2) Kıdem tazminatı 30 gün olarak korunmalı ve kıdem tazminatı hak etme koşulları kolaylaştırılmalıdır. Örneğin istifa halinde de kıdem tazminatı ödenmelidir.
3) İşverenin ödeme aczine düşmesi durumunda kıdem tazminatı alacağı, devlet alacakları ve bankaların ipotekli alacakları da dahil olmak üzere birinci sıraya yükseltilmelidir. Tazminat dahil tüm işçi alacaklarına güvence getirilmelidir.
4) İşçi alacaklarının, güvence altına alınmasını öngören 173 sayılı ILO sözleşmesi onaylanmalıdır.
5) Kıdem tazminatı alacağı ve diğer işçilik alacakları 4447 sayılı İşsizlik Sigortası Kanununun Ek 1. maddesinde yer alan ve yıllardır uygulanan” ücret garanti fonu” kapsamına alınmalıdır.
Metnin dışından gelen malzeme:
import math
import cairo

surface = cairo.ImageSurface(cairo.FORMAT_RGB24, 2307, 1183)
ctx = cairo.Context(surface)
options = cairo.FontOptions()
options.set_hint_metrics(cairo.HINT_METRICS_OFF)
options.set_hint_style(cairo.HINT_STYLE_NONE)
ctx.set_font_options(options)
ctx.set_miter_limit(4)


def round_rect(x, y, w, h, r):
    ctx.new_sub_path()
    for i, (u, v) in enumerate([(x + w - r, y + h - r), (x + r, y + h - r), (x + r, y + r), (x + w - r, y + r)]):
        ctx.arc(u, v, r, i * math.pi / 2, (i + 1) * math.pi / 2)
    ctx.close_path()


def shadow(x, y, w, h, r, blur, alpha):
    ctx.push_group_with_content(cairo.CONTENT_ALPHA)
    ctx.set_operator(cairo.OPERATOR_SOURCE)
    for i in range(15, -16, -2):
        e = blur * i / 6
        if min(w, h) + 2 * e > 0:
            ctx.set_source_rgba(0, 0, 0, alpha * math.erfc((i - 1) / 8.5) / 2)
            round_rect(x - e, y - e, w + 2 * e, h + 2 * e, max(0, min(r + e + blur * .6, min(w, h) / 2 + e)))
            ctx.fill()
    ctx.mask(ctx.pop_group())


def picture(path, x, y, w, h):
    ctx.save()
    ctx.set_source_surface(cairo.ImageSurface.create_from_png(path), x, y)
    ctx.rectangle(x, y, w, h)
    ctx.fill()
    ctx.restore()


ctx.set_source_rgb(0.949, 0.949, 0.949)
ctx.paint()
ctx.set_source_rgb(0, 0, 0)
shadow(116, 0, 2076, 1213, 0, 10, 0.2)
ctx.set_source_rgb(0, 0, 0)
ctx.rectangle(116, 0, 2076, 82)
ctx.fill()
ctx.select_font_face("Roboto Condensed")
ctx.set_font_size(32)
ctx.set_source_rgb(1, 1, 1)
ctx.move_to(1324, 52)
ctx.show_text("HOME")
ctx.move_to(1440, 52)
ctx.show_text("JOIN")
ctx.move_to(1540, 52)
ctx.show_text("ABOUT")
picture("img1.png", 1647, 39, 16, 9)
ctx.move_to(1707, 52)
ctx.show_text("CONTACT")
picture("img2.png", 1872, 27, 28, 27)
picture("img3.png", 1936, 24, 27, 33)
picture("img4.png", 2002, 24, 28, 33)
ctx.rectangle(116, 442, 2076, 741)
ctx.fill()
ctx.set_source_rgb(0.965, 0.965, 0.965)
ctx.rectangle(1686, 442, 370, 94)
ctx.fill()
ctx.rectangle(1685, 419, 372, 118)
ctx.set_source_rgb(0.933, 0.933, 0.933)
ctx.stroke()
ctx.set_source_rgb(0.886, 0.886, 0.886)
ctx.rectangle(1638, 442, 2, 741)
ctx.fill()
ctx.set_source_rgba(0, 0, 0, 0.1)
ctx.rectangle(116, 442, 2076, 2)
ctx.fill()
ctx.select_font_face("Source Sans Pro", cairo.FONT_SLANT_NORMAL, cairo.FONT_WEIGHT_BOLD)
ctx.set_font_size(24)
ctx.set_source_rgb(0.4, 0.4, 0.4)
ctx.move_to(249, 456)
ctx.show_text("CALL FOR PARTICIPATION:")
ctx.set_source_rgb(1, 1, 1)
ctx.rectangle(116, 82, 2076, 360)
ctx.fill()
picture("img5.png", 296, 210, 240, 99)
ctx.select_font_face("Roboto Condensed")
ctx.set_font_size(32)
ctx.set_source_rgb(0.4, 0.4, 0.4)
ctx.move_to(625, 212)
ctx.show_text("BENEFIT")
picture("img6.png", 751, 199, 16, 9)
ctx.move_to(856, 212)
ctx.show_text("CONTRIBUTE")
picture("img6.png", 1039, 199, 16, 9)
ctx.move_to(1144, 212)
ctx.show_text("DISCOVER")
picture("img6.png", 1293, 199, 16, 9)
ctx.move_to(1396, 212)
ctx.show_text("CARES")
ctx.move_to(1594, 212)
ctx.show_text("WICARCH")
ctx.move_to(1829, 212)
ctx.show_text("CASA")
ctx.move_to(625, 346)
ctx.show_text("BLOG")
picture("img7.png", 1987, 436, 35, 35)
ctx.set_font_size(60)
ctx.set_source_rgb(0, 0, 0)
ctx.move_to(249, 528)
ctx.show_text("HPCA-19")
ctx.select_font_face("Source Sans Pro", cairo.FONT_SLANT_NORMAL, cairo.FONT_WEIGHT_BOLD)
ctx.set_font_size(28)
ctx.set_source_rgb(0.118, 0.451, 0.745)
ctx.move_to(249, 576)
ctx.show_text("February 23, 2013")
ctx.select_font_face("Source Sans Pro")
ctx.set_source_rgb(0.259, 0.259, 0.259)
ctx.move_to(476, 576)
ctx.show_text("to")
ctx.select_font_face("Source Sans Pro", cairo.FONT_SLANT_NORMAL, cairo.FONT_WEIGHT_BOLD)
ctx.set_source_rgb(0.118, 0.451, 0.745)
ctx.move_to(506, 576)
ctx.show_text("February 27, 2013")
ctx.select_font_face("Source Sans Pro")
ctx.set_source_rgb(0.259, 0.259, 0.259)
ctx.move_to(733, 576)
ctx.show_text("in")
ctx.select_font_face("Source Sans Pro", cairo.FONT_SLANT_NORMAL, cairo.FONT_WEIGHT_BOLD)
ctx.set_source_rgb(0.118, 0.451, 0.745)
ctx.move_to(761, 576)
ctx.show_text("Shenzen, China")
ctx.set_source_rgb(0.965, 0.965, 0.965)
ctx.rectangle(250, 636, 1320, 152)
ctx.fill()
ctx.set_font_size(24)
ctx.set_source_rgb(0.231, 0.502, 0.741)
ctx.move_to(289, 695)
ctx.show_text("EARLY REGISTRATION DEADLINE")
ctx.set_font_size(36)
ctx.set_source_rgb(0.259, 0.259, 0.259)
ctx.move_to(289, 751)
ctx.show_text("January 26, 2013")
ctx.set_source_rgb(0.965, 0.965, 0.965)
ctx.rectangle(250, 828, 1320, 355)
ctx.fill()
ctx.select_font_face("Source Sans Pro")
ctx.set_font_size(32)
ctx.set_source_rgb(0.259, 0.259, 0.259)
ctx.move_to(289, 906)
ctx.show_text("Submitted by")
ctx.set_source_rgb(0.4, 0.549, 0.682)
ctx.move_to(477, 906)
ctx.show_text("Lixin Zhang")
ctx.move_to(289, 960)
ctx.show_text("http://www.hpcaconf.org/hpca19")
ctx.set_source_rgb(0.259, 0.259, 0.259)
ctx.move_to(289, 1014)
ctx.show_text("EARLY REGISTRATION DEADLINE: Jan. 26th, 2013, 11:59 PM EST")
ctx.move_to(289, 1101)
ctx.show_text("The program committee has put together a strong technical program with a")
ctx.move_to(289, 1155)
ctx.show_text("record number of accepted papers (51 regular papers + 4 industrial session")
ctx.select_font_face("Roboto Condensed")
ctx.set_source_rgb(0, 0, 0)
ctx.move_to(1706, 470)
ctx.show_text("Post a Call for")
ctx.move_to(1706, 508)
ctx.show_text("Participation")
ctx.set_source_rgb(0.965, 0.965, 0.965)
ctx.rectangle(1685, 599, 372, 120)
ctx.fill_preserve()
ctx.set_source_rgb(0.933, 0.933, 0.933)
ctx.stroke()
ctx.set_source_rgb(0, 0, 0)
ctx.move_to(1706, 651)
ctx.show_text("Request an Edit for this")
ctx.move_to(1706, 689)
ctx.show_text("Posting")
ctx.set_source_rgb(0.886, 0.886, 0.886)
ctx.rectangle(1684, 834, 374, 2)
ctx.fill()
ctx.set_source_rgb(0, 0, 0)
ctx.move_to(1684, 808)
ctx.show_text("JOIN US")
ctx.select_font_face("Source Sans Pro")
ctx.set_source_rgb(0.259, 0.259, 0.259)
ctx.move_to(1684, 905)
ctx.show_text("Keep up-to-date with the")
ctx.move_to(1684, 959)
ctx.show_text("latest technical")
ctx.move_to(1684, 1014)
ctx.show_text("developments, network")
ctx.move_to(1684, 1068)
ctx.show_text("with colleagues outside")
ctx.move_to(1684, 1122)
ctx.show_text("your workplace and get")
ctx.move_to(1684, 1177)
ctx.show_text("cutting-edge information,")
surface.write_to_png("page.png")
6) Ücret garanti fonu uygulaması kıdem tazminatı dahil tüm işçi alacaklarını kapsayacak şekilde genişletilmeli ve yasada öngörülen üç aylık süre artırılmalıdır (Burada söz edilen fonun kıdem tazminatı fonuyla bir ilgisi yoktur).
7) Halka açık şirketler için getirilen kıdem tazminatı karşılığı ayırma uygulaması diğer şirketlere de yaygınlaştırılmalıdır.
8) Tamamlayıcı emeklilik, bireysel emeklilik gibi sözde çözümler yerine kamusal emeklilik sistemi güçlendirilmeli ve emekli aylıkları insanca bir yaşam için yetecek düzeye yükseltilmelidir. Emeklilikte gerek yaş konusundaki gerekse aylıklardaki yetersizlik ve adaletsizlikleri gidermek üzere kapsamlı düzenlemeler yapılmalıdır.
İşçi sendikaları başta olmak üzere işçileri, aydınları ve tüm vatandaşlarımızı Kıdem tazminatını çeşitli formüller ile gasp edilmesini engellemek için mücadeleye çağırıyoruz.